What do we mean when we speak about 'the law'?

The body of general rules which governs and controls the behaviour of people in the country or state in which we live.

2

What are common law rules?

(Used in the 'interpretation of statutes')

Rules which the courts themselves have developed to assist with interpretation. They include:

1. Literal rules
2.Golden rules
3. Mischief rules
4. Presumptions

3

Literal rule case example: Whitely v. Chappel (1869)

(words and phrases construed by the courts in their ordinary sense)

- the defendant had voted in the name of a person who had died.

- accused of impersonating 'any person entitled to vote' at an election, which is an offence under electoral law.
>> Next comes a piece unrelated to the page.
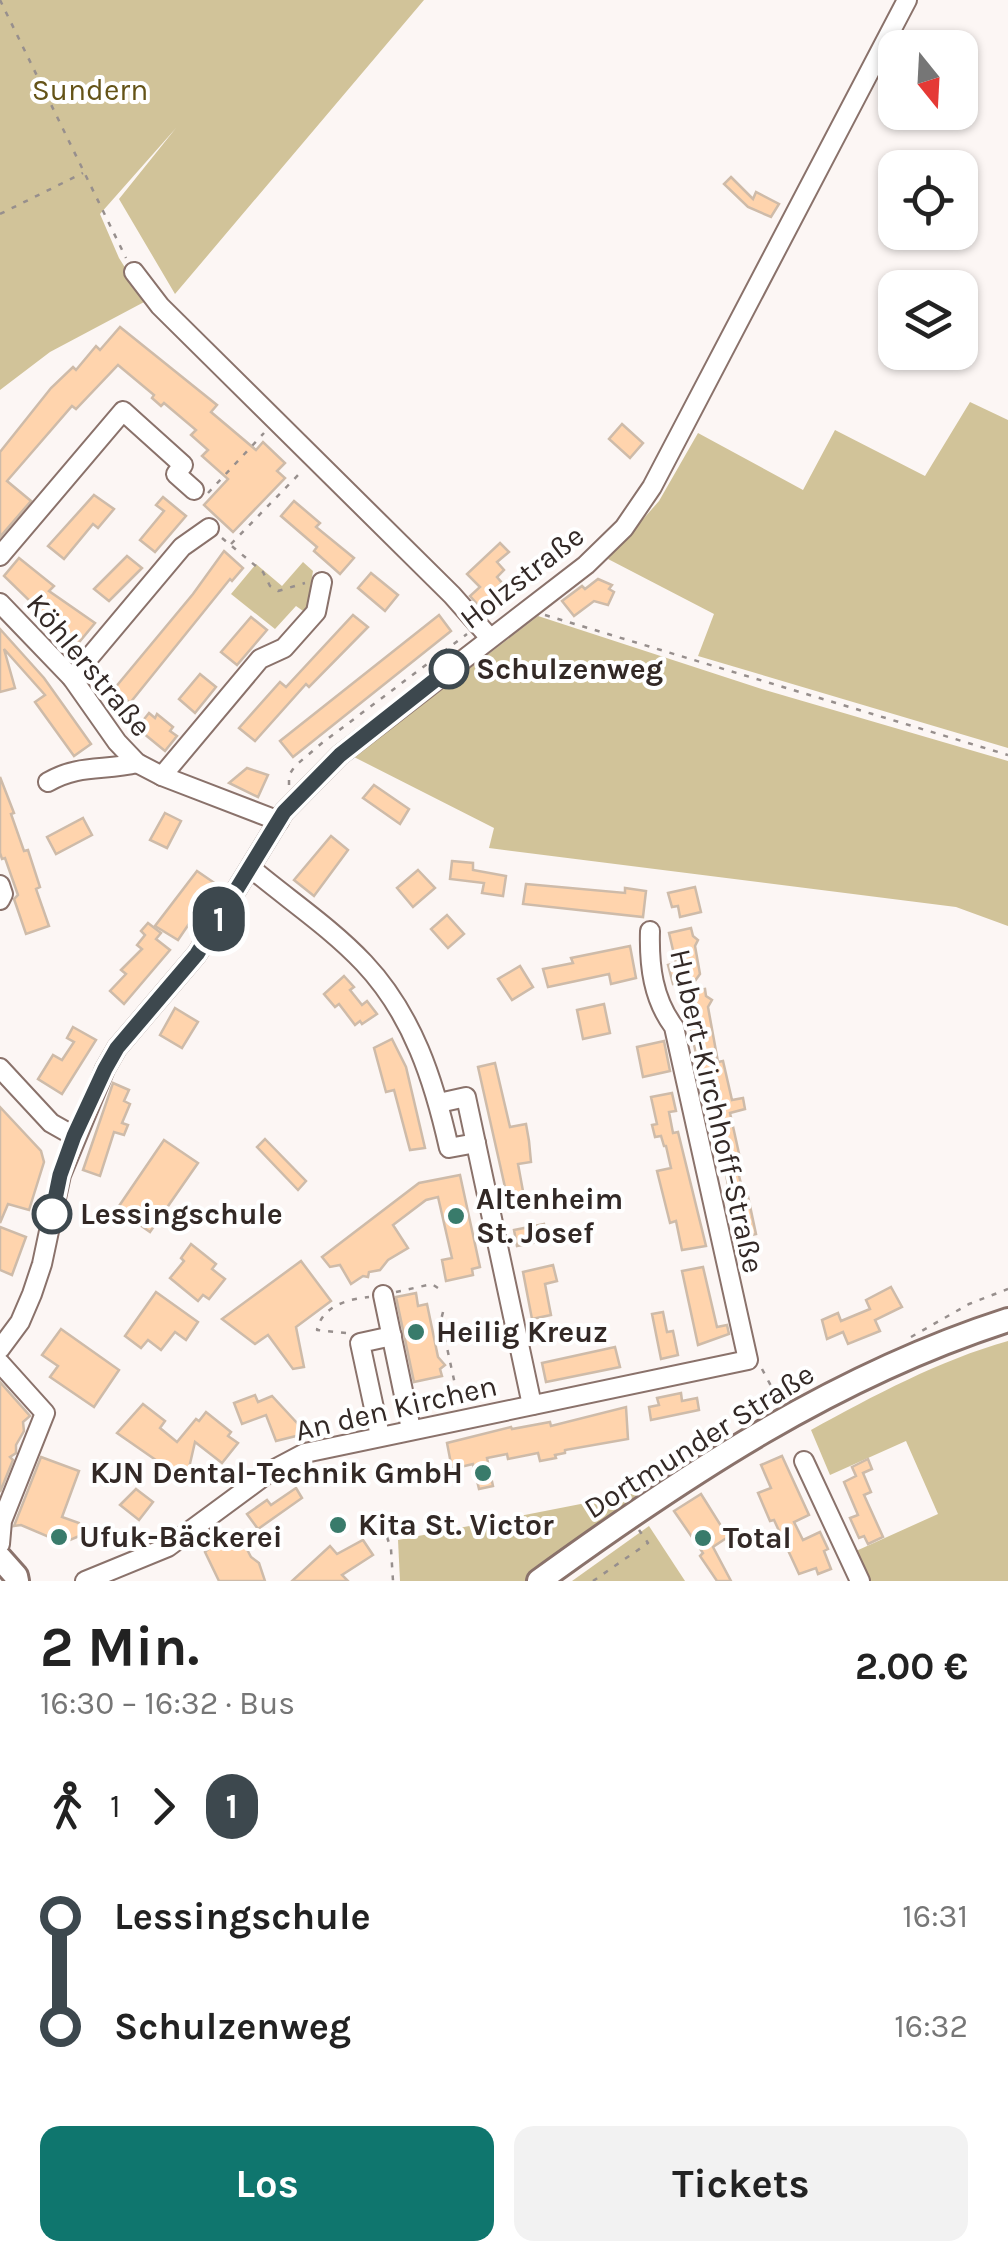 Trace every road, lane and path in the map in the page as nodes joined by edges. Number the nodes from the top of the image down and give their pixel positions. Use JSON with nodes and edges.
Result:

- Found not guilty because a dead person is not entitled to vote and has not legal rights.

4

Mischief rule case example: Smith v. Hughes (1960)

(meaning of the words in the Act in the light of the abuse or 'mischief' which the Act was intended to correct.)
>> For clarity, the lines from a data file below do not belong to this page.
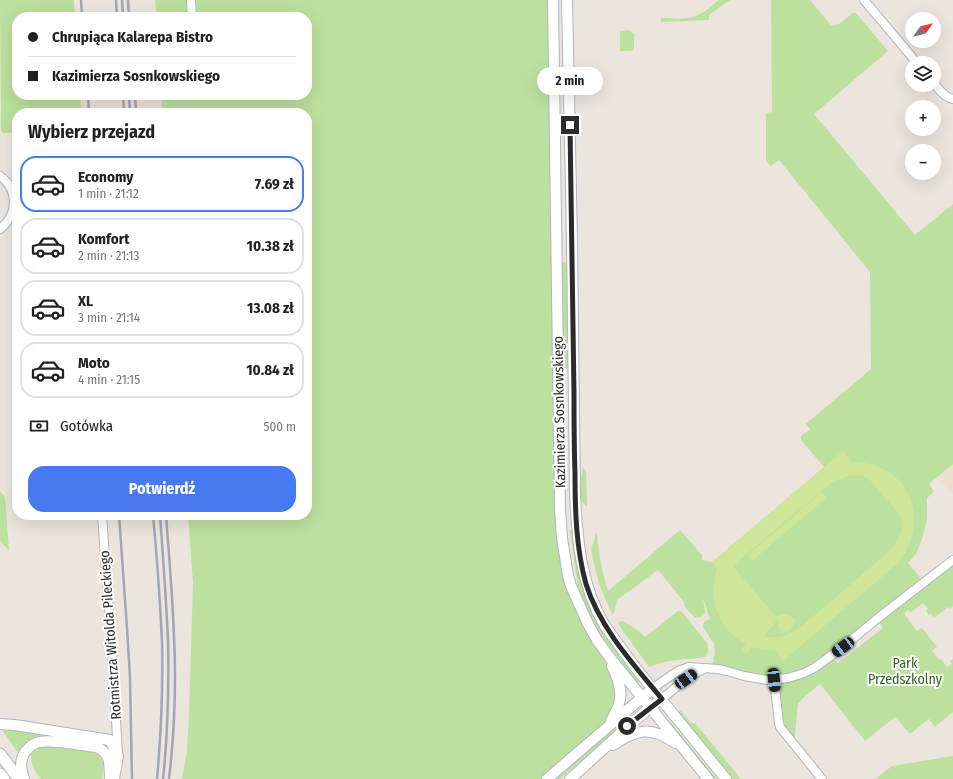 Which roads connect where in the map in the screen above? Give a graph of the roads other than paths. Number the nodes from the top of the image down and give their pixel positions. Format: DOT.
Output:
graph roads {
  1 [pos="191,0"];
  2 [pos="553,0"];
  3 [pos="567,0"];
  4 [pos="864,0"];
  5 [pos="192,12"];
  6 [pos="911,56"];
  7 [pos="941,92"];
  8 [pos="953,99"];
  9 [pos="0,176"];
  10 [pos="12,190"];
  11 [pos="12,214"];
  12 [pos="0,229"];
  13 [pos="102,520"];
  14 [pos="953,560"];
  15 [pos="601,646"];
  16 [pos="705,668"];
  17 [pos="774,680"];
  18 [pos="653,688"];
  19 [pos="642,698"];
  20 [pos="662,699"];
  21 [pos="650,708"];
  22 [pos="116,721"];
  23 [pos="0,724"];
  24 [pos="610,726"];
  25 [pos="110,740"];
  26 [pos="0,754"];
  27 [pos="113,756"];
  28 [pos="596,756"];
  29 [pos="694,762"];
  30 [pos="0,774"];
  31 [pos="4,779"];
  32 [pos="19,779"];
  33 [pos="24,779"];
  34 [pos="110,779"];
  35 [pos="114,779"];
  36 [pos="547,779"];
  37 [pos="570,779"];
  38 [pos="708,779"];
  39 [pos="726,779"];
  40 [pos="822,779"];
  1 -- 5 [label="street"];
  2 -- 15 [label="street, Kazimierza Sosnkowskiego"];
  3 -- 18 [label="street, Kazimierza Sosnkowskiego"];
  4 -- 6 [label="street"];
  7 -- 8 [label="street"];
  9 -- 10 [label="street"];
  11 -- 12 [label="street"];
  13 -- 22 [label="street, Rotmistrza Witolda Pileckiego"];
  14 -- 17 [label="street"];
  15 -- 19 [label="street, Kazimierza Sosnkowskiego"];
  15 -- 24 [label="street"];
  16 -- 17 [label="street"];
  16 -- 18 [label="street"];
  16 -- 20 [label="street"];
  17 -- 40 [label="street"];
  18 -- 19 [label="street"];
  18 -- 20 [label="street, Kazimierza Sosnkowskiego"];
  19 -- 21 [label="street, Kazimierza Sosnkowskiego"];
  19 -- 24 [label="street"];
  20 -- 21 [label="street"];
  20 -- 39 [label="street, Kazimierza Sosnkowskiego"];
  21 -- 28 [label="street"];
  21 -- 29 [label="street, Kazimierza Sosnkowskiego"];
  22 -- 25 [label="street"];
  22 -- 27 [label="street, Rotmistrza Witolda Pileckiego"];
  23 -- 25 [label="street"];
  24 -- 36 [label="street"];
  25 -- 27 [label="street"];
  26 -- 32 [label="main road"];
  27 -- 33 [label="street"];
  27 -- 34 [label="street"];
  27 -- 35 [label="street"];
  28 -- 29 [label="street"];
  28 -- 37 [label="street"];
  29 -- 38 [label="street, Kazimierza Sosnkowskiego"];
  30 -- 31 [label="main road"];
}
- Street Offences Act 1959 - prostitute cannot solicit men 'in a street or public place'

- women taps on a balcony and hissed at men in order to attract their attention (guilty/not guilty?), women not in the street, men were.

- Found guilty because of the 'mischief' the act was aimed at (preventing the molestation and solicitation of people in the street).

5

VERY IMPORTANT NEGLIGENCE CASE:

Donoghue v. Stevenson (1932) case.

WHO IS MY NEIGHBOUR?

- Duty of care to not harm our 'neighbour'

- 'Neighbour': any person whom we should reasonably foresee as likely to be affected by our acts or omissions.

6

Law report case example: Carlill v. Smoke Ball Co. (1893) 1 QB 256.

- 1st volume of the Queen's Bench division
- case begins at page 256
- claimants name is first, defendants second.

- if the case goes to appeal, the parties are known as the appellant and the respondent (order of names unchanged).

7

Law report case example: Adam v. Ward (1917) AC 309.

- decisions of the House of Lords are published in the Appeal Cases volume

- AC 309 - appeal was heard by House of Lords and can be found in the 1917 volume, the report of the case starting at page 309.

8

What is a precedent?

a decision in a previous legal case where the facts were similar to the case before the court.